Arg. I try to remind myself daily to breathe- to really embrace the good things in life- and BREATHE. And usually I can make it through the day without havign to coach myself (one, two, three, breathe, one, two, exhale slolwly...). But yesterday I felt like a pirate- thrown off of the plank- into the cold, dark ocean..... and I forgot to breathe before I went in....
Okay- so the pirate analogy isn't a necessarily good one but the breathing thing is true. Ysterday at work I got a call from my mom....
"She's having some....ummmm involuntary movements.... " (my mom's so cute- she can't even say the word seizure... but uses some others pretty liberally)
Luckily I am only 5 minutes from home.
Here comes "Mommy-Pirate" to save the day. We give her Diastat- first time we have ever used it..... and....... NOTHING...... just a glazed-eyed-drunken-sailor-looking-seizure-having baby.
So I call the neurologist (it only seems like twleve hours to make it through the darn automated crap)..... and end up havign to take her to the local ER.
And in pirate terms, if the Children's Hospital in Buffalo is the ocean treasure with glittering gems and gold...... then we ended up in the supermarket puddle with a used up gum wrapper (still shiny but somehow something is missing???)
After three hours and a short conversation witht the doctor (seizures stopped about 5 minutes after being there). We are informed that the doctor's shift ended.... and he left...... What?? (Yeah, just left..... people actually FORGOT we were in the room until they walked by).
So after numerous calls to neurologist/pediatrician/hospital administration (yes, even I could not let that roll off like water on a duck- I am getting so assertive in my old age!) we have a "Plan Z" Which is pretty much the same as the all of the other letters of the alphabet.

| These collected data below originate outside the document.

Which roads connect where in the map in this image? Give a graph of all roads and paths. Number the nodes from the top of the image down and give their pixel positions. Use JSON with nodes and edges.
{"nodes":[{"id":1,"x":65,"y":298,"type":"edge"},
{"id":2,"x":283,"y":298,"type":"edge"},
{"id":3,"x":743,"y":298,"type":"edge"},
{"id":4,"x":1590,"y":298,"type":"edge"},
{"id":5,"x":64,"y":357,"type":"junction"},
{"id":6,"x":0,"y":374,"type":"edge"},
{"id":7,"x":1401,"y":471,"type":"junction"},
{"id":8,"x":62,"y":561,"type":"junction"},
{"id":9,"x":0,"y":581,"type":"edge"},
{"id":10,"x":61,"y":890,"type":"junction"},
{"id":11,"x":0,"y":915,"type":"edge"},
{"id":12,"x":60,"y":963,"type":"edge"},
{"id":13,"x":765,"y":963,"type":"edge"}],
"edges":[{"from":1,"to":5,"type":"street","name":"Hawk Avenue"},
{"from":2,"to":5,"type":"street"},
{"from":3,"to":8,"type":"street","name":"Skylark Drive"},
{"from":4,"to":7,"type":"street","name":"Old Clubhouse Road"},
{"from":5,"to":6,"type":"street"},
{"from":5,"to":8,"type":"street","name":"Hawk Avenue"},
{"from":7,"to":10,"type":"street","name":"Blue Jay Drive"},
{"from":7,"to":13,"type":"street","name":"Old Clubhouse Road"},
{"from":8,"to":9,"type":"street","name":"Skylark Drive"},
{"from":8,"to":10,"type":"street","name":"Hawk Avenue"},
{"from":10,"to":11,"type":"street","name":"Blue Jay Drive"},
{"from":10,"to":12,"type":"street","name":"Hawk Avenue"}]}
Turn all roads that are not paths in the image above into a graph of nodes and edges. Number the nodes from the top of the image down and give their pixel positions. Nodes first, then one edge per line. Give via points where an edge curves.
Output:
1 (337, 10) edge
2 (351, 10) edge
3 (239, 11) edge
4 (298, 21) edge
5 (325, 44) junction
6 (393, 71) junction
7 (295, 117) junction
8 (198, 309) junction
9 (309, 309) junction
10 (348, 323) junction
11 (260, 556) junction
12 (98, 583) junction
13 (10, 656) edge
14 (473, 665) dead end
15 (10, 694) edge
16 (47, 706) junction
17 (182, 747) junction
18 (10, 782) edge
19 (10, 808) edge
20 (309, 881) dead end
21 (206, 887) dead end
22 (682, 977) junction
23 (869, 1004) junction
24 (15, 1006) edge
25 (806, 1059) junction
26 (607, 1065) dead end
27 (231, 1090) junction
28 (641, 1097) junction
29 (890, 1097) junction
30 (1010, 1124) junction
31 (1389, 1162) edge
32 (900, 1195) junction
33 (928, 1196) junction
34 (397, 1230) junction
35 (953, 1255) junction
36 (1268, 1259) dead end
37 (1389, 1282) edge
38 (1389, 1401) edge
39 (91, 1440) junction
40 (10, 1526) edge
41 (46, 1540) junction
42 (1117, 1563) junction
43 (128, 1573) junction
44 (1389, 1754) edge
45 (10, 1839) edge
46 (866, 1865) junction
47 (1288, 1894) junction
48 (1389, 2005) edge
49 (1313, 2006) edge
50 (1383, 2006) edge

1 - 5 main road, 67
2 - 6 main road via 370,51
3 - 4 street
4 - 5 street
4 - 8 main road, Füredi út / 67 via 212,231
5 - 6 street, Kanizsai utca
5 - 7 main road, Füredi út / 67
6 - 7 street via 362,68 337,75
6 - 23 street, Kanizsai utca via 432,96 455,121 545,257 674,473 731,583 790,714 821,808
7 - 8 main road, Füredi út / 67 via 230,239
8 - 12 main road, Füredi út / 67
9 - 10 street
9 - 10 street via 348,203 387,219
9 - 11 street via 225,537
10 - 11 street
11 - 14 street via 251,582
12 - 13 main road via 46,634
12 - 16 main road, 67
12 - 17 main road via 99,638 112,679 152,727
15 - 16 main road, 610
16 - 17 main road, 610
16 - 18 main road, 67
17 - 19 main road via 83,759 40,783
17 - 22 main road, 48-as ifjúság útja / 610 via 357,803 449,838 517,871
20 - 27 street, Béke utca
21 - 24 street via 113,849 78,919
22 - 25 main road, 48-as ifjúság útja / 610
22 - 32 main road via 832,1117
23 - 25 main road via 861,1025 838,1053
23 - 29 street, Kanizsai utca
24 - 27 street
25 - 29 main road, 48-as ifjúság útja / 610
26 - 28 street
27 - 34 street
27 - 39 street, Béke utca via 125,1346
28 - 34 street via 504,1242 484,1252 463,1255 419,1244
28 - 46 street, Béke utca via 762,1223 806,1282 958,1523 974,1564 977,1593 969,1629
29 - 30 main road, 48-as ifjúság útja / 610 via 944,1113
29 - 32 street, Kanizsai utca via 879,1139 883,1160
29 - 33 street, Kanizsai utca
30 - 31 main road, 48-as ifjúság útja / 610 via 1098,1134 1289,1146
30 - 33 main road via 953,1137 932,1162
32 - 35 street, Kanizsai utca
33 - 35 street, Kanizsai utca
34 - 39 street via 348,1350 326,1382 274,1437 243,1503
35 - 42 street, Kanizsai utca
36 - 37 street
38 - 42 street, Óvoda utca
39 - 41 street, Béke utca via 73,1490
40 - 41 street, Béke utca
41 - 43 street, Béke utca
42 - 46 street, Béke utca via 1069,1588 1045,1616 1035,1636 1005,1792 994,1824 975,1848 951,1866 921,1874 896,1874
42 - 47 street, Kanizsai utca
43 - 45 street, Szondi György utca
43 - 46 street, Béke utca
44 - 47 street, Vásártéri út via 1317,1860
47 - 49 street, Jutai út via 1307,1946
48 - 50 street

Arg. Like a Pirate. Because no matter how much you are prepared for that water (Oh heck yeah, I can swim!) it doesn't prepare you for the shock of the cold- the shock of your daughter having a seizure AGAIN, the tiredness in your bones, the argusing and fighting with doctors to care, the hopelessness. Treading water..... hoping there's an island somewhere in the distance.... with beautiful tropical fruits, warm sandy beaches, and maybe a margarita...... someplace to call relief.